Painted Buntings have two geographically disjunct breeding populations: a western population primarily in Kansas, Oklahoma, Texas, Arkansas, and Louisiana; and an eastern population limited to coastal portions of North Carolina, South Carolina, Georgia, and northern Florida. Western and eastern populations have different patterns of molt and migration.
Western populations migrate to staging areas in southern Arizona, Sonora, and northern Sinaloa, Mexico, to undergo the Prebasic molt, and then continue to migrate farther south to overwinter. This molt-migration phenomenon is fairly common in many nonpasserines, especially waterfowl, but has been documented for only a few passerines (e.g.
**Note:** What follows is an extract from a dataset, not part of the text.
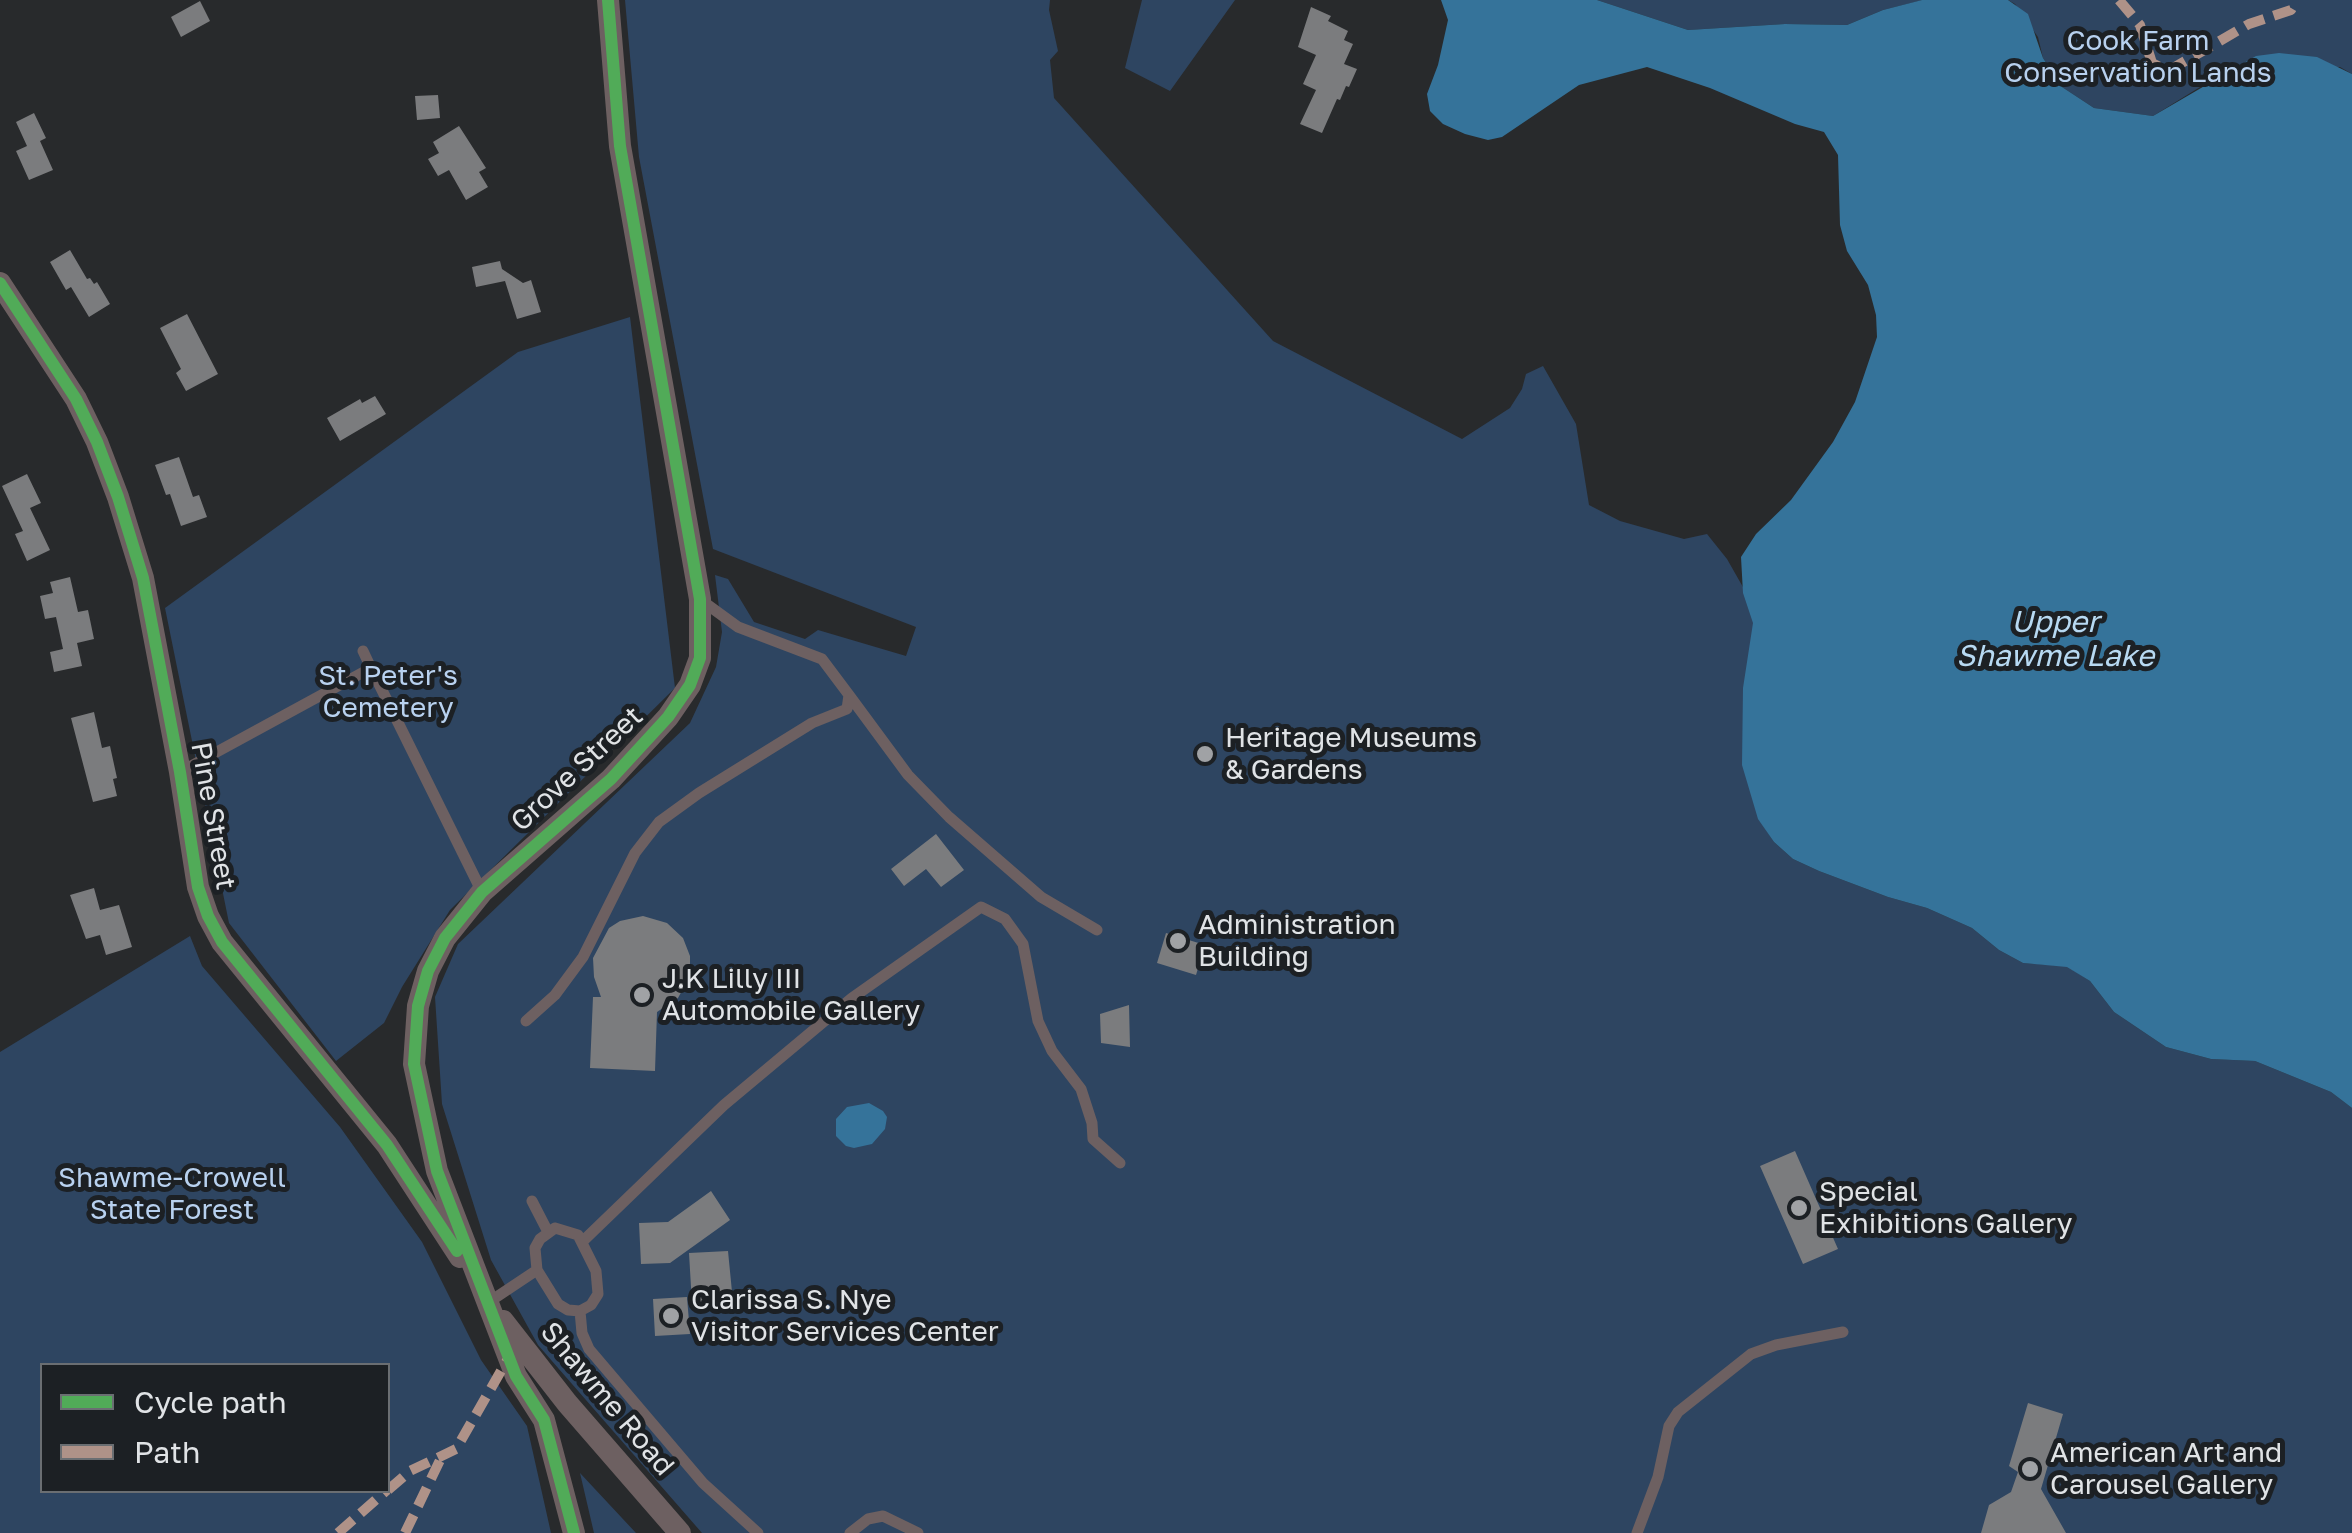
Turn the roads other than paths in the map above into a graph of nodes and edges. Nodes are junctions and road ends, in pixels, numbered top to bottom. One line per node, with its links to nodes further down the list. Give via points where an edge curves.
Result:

Bullock’s Oriole [Icterus bullockii], M. Leu and C. W. Thompson unpubl.). Eastern populations, in contrast, undergo the Prebasic molts on the breeding grounds before migration.
Another unusual feature of this species’ molt cycle is that young birds undergo 2 molts in their first fall, both resulting in plumages nearly identical to that of adult female. The first molt begins within a few days of fledging and replaces Juvenal body plumage with a supplemental body plumage; the second molt typically occurs a month or more later.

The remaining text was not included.